5.13. Duties Owed by Officers and Directors to CAPS Manitoba:
5.13.1. Duty of Loyalty: Directors owe a duty of loyalty prohibiting secret profits and requiring full disclosure of personal financial interests in transactions where the Association is a party. Confidential information cannot be used by a Director for personal gain or to the detriment of the Association.
5.13.2. Duty of Obedience: Directors shall not exceed their delegated authority or direct the organization beyond its purpose as set forth in these By-Laws.
5.13.3. Duty of Care: Directors shall exercise reasonable care in the exercise of their responsibilities as long as there is a rational basis for his/her decisions, no conflict of interest is involved and a reasonably informed decision is made.
6. ARTICLE VI ORDER OF BUSINESS All meetings shall conduct business according to the most recent edition of Robert’s Rules of Order, with which all Directors are required to be familiar. 1. Call to Order 2. Approval of the Minutes of the preceding meeting 3. Reports of Officers 4. Reports of Committees 5. Old and Unfinished Business 6. New Business 7. Adjournment
7. ARTICLE VII VOTING
7.1. At all meetings, except for the election of Officers and Directors, votes shall be by voice. For the election of Officers, voting shall normally be by secret ballot.

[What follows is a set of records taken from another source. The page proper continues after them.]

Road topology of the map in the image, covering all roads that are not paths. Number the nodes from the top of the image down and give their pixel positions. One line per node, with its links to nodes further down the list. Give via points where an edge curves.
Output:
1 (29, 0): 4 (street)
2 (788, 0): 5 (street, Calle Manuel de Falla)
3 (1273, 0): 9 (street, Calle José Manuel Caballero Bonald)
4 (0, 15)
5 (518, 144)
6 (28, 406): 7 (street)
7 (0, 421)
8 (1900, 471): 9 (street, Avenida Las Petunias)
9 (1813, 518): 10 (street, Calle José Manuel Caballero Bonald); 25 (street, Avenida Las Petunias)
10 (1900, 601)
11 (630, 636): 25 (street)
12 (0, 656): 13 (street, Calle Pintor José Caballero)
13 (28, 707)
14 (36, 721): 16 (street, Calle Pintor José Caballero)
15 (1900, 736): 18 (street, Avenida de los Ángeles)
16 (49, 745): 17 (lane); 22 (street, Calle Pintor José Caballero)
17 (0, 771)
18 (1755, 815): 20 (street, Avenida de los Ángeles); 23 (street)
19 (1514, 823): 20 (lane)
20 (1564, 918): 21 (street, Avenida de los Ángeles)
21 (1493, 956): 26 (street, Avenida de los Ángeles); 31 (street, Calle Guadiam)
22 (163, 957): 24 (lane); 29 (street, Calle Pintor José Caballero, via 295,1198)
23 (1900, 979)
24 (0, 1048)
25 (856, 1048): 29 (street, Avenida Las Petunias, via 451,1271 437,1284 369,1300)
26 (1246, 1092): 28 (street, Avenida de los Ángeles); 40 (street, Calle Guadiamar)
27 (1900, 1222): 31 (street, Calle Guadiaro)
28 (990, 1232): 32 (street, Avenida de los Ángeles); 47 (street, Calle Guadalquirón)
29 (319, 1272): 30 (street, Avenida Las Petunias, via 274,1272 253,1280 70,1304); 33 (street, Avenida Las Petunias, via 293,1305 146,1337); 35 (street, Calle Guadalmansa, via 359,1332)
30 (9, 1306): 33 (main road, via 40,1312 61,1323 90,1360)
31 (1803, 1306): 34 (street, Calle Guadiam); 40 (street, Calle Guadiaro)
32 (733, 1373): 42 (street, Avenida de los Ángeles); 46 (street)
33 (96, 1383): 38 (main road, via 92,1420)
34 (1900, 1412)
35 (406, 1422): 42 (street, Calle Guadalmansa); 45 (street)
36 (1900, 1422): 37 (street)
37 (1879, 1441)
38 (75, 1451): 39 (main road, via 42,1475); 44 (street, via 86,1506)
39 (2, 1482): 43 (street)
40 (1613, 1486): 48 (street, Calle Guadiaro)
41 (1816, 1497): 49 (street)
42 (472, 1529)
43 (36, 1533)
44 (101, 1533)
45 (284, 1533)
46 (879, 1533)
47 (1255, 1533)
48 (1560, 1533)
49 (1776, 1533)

7.2. At all votes by ballot the Chair of such meeting shall, prior to the commencement of balloting, appoint a committee of three who shall act as “Inspectors of Election” and who shall, at the conclusion of such balloting, certify in writing to the Chair the results and of the certified copy shall be physically affixed in the minute book to the minutes of that meeting.
7.3. No inspector of election shall be a candidate for office or shall be personally interested in the question voted upon.
8.1. Members in good standing who are certified Sommeliers are eligible for election as officers.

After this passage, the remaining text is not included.